9:30 AM - 9:45 AM
[PPS13-03] Compositional estimation of the lunar interior based on the mineralogy of impact melt pool of South Pole-Aitken basin
Keywords:Moon, interior, composition, mineralogy, impact melt
As the results, we classified the rock types for six units as, 1) LCP-dominant unit (L1) located around the central depression, 2) HCP-dominant unit (H1) located within the depression, 3) HCP-dominant unit (H2) with relatively deeper spectral absorption at 1050 nm than the 950 and 1000 nm and tends to have longer wavelengths in the band center than the H2 unit, 4) an LCP-dominant unit (L2) observed at the central peaks of the large craters, which formed after the SPA basin impact, 5) the HCP-dominant unit (MB) having even longer wavelengths in the band center and higher iron content than H1 and L2 units, 6) plagioclase dominant rock (An). HCP-dominant rock types (H1 and H2) have the largest coverage in the central depression. Based on the crater wall and floor observation on the L1 unit, it is clear that the H1 unit extends under the L1 unit. The L1 thickness is estimated to be 100 to 500 m based on the estimated excavation depth of the observed craters. Based on the crater central peak observation of the H1 unit, the LCP-dominant L2 unit underlays the H1 unit, and the H1 thickness is from 6.5 to 6.9 km. Similarly, H1 extends under the H2 unit and is up to 2 km thick. The thickness of L2 is at least 8 km thick, based on the diameters of the smallest and largest craters that have central peaks of the red layer. As a result, columnar sections of the area are determined as L2> H1> (L1/H2) from bottom to top.

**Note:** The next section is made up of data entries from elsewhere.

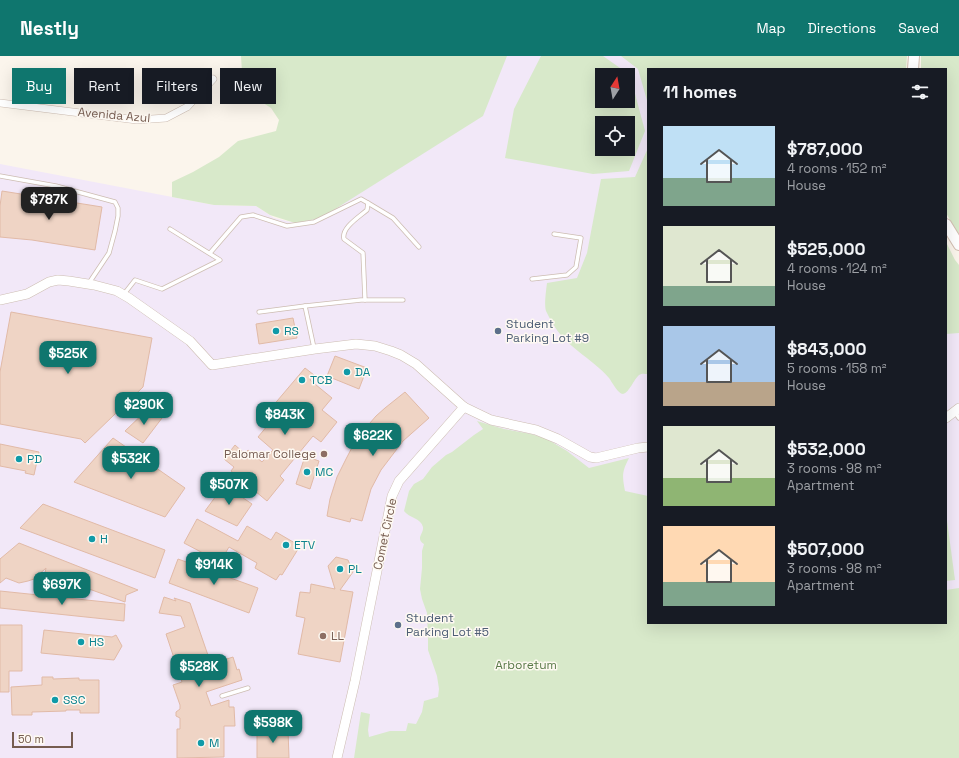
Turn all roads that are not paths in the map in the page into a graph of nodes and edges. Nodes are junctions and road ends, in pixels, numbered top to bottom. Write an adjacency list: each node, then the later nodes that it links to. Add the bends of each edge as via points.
1 (914, 56): 2 (main road)
2 (913, 68)
3 (213, 79): 4 (street, Avenida Azul, via 187,107 166,118 137,120)
4 (0, 103)
5 (0, 176): 14 (lane, via 56,186 115,202 118,208 116,231 109,253)
6 (368, 203): 11 (lane, via 393,218); 12 (lane, via 361,199 314,222 287,226 253,215 241,217); 17 (lane, via 367,210 346,228 343,236 363,253)
7 (947, 226): 10 (main road)
8 (170, 229): 12 (lane)
9 (554, 234): 13 (lane, via 581,238 576,267 567,275)
10 (959, 246)
11 (419, 247)
12 (210, 253): 15 (lane, via 220,260 162,289 135,280)
13 (532, 279)
14 (89, 284): 15 (street); 16 (street, via 58,280 27,294)
15 (123, 295): 21 (street, via 190,341 212,365)
16 (0, 300)
17 (366, 300): 18 (lane); 19 (lane)
18 (403, 300)
19 (304, 306): 20 (lane); 21 (lane)
20 (259, 312)
21 (314, 349): 22 (street, via 356,344 391,351 416,364)
22 (464, 407): 25 (street, via 491,420 536,430 590,457 596,458); 28 (street, Comet Circle, via 399,481 392,496)
23 (957, 412): 24 (street)
24 (947, 417)
25 (647, 447)
26 (248, 688): 27 (lane)
27 (222, 696)
28 (337, 758)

We interpreted the L1 unit as mantle material ejected by an SPA formed impact event based on its spectra, thickness, and chemical composition. We also interpreted the H1 and L2 units as the impact melt of the SPA basin that had undergone magmatic differentiation because this layer is larger and thicker than the normal mare basalt observed on the Moon. In addition, the average FeO abundance is 2 wt.% lower than that of mare basalt.
Hurwitz and Kring (2014) studies SPA impact melt differentiation and derived estimated stratigraphy considering the different lunar bulk composition (different impact melt composition) and mantle overturn. Stratigraphy of our observation (lower LCP layer of at least 8 km and upper HCP layer of 6~7 km) is matched to the stratigraphy of a post-overturn model in their study, which estimated relatively thick olivine layer (~30 km)> LCP layer (12 km)> HCP layer (5 km) from bottom to top in the differentiated column. This suggest that the composition of the SPA impact melt indicates the lunar upper mantle after the mantle overturn. In other words, the SPA impact event occurred after the LMO cumulate overturn. This is possibly direct evidence that the mantle overturn occurred early in the history of the Moon.